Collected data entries
▬▬▬▬▬▬▬▬▬▬
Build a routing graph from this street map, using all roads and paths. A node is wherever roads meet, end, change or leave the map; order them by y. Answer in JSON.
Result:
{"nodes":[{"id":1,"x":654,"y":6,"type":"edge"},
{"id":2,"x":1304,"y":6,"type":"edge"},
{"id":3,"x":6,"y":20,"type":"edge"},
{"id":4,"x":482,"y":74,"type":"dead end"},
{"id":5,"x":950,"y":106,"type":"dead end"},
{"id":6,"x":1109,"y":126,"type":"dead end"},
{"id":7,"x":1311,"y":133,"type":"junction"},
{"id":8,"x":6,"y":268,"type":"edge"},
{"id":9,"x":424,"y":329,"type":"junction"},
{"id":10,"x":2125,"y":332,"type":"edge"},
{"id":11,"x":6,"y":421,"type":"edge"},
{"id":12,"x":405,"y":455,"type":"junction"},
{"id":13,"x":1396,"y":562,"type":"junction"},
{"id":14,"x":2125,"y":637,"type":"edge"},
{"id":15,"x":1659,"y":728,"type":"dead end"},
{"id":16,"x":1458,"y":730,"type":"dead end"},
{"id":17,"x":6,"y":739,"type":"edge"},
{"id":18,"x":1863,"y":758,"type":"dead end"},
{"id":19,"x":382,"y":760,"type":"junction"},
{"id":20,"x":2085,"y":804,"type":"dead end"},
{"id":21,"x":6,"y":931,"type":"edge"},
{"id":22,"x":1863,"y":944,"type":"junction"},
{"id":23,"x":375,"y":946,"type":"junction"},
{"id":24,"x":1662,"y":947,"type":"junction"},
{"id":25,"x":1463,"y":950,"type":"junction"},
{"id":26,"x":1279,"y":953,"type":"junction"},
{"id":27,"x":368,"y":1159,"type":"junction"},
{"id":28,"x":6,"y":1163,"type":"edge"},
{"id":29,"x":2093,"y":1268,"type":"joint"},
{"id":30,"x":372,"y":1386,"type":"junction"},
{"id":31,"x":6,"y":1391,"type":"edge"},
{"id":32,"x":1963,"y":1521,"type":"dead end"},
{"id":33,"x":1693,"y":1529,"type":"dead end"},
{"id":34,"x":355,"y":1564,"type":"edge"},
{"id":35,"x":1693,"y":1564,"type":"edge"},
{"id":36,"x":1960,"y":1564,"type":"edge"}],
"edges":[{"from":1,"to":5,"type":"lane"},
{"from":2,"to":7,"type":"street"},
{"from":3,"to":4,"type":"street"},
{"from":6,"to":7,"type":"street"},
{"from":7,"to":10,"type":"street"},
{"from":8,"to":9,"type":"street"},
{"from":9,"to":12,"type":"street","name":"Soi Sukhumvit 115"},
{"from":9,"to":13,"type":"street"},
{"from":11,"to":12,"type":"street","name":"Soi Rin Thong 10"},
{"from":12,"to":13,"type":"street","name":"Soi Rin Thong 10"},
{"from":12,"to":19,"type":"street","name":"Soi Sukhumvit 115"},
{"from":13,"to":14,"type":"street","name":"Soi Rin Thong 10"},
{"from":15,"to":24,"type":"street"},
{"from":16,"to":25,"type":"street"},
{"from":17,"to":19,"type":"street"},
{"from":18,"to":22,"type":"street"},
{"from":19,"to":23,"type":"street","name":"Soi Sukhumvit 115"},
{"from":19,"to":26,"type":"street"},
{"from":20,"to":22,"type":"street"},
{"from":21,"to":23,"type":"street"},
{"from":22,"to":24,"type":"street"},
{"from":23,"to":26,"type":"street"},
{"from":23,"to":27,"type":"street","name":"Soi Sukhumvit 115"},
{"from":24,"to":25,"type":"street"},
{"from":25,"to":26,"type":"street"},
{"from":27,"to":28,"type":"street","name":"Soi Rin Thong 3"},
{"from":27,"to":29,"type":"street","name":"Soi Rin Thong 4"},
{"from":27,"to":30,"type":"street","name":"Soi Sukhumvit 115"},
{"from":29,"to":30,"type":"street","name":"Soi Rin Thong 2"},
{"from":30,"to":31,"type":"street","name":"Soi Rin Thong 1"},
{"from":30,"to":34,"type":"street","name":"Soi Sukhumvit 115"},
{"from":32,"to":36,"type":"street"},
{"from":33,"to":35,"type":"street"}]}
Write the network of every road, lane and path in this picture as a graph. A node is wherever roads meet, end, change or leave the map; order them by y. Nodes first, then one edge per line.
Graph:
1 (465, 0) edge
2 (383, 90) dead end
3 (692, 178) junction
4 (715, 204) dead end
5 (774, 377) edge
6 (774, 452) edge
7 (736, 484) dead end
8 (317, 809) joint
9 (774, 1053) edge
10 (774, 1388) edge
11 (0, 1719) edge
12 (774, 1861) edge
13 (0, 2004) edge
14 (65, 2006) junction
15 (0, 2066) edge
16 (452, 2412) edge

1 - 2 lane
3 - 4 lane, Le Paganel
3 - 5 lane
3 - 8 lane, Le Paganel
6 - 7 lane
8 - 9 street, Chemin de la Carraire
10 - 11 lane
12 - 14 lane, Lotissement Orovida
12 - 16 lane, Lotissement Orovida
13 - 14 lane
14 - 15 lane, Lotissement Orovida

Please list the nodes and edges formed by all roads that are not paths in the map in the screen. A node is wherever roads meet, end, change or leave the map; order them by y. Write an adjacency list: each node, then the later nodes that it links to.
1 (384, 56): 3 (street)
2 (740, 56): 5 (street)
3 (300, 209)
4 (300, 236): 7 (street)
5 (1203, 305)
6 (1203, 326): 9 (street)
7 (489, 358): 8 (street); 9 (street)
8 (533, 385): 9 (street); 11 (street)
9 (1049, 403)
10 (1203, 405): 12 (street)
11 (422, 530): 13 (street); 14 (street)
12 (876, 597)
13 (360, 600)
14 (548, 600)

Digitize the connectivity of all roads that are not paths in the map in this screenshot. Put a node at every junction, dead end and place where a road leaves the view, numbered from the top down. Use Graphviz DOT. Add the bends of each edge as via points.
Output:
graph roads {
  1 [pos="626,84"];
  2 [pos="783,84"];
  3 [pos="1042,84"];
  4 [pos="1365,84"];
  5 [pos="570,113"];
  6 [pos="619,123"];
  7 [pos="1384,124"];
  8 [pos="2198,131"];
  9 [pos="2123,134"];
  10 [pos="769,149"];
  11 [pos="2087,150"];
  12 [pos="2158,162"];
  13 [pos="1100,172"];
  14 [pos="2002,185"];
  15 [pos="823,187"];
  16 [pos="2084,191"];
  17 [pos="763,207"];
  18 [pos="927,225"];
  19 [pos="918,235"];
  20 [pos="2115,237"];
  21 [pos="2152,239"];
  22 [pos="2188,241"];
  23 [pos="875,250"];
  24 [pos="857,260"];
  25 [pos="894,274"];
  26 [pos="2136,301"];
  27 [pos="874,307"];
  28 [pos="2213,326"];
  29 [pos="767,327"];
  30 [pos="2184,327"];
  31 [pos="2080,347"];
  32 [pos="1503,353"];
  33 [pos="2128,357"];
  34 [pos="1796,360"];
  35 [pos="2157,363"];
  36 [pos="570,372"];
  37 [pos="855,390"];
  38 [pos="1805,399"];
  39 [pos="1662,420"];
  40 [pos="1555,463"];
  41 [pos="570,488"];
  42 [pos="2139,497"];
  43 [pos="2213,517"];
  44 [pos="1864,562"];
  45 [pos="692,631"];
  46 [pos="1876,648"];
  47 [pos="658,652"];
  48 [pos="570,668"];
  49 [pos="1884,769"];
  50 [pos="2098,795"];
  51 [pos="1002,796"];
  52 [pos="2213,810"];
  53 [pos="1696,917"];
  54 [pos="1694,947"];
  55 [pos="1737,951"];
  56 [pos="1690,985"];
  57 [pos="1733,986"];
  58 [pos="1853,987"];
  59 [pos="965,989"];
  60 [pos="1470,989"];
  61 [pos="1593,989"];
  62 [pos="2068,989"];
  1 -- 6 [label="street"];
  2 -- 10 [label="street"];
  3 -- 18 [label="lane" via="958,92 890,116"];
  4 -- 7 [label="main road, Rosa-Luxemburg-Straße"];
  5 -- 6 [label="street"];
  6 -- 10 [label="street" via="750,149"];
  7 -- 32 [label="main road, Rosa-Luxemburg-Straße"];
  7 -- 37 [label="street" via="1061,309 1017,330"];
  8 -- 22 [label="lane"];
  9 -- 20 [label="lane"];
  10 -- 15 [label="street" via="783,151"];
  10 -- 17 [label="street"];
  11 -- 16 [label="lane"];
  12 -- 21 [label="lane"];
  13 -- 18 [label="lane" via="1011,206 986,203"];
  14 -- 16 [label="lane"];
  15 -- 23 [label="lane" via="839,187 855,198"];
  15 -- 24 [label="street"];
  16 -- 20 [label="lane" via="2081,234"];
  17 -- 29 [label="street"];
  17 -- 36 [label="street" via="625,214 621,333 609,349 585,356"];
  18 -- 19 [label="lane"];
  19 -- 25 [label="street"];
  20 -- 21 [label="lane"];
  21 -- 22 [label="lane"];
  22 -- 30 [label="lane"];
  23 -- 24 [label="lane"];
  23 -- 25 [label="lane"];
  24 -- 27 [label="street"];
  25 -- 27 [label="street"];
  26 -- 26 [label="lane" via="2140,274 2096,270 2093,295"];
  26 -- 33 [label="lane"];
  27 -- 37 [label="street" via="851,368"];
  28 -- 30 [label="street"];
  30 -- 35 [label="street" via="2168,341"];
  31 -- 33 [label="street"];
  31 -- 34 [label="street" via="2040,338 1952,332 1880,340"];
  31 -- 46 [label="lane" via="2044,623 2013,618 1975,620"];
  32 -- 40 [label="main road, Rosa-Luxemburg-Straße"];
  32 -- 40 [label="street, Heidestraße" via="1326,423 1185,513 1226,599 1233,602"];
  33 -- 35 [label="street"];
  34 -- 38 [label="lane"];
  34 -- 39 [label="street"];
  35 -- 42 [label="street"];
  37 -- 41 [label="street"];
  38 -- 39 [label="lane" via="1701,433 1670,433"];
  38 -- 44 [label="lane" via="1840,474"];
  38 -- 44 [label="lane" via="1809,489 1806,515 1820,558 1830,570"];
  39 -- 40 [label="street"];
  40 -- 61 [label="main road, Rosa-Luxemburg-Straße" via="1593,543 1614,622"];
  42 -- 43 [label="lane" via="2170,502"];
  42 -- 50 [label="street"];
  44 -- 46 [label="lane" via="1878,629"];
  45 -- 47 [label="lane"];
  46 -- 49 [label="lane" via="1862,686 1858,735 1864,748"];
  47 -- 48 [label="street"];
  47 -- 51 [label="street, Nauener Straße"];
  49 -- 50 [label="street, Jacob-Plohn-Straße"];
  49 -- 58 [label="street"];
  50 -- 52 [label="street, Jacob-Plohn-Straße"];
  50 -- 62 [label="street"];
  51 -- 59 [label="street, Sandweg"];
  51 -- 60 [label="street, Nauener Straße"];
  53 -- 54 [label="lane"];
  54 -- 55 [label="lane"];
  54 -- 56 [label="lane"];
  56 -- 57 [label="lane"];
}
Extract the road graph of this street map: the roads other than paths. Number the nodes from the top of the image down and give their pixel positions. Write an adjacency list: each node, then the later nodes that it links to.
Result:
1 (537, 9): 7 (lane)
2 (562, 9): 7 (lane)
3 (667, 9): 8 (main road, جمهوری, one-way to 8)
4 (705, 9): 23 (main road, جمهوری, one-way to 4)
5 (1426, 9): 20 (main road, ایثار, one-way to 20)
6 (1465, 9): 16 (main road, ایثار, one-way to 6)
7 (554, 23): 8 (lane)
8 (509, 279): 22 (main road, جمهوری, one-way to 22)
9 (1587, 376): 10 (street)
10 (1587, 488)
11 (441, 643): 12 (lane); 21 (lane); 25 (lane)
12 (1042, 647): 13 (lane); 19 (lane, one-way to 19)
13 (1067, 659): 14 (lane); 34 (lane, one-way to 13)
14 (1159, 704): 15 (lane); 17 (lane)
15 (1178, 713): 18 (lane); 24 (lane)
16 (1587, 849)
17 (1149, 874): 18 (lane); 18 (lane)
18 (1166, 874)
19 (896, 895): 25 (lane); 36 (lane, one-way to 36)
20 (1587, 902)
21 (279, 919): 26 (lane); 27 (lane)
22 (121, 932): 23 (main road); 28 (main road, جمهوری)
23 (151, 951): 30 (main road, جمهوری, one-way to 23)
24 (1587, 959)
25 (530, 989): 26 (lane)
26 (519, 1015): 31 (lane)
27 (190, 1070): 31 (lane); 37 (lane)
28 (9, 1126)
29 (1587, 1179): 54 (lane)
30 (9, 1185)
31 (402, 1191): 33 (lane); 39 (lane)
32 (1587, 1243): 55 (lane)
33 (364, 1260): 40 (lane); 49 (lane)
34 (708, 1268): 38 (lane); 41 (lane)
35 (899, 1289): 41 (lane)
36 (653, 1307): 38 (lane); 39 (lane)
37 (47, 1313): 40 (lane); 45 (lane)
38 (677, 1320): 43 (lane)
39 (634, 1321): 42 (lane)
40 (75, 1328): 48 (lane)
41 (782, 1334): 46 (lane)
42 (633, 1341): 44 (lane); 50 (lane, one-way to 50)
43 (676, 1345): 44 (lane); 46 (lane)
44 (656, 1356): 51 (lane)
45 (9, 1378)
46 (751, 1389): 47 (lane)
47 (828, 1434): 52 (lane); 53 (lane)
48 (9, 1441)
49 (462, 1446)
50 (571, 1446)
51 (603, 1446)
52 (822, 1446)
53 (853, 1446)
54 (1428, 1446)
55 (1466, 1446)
▬▬▬▬▬▬▬▬▬▬
## Exercise prompt
Tally the lines in the records above that contain the word "Plohn", and give only that number.

## Result below
2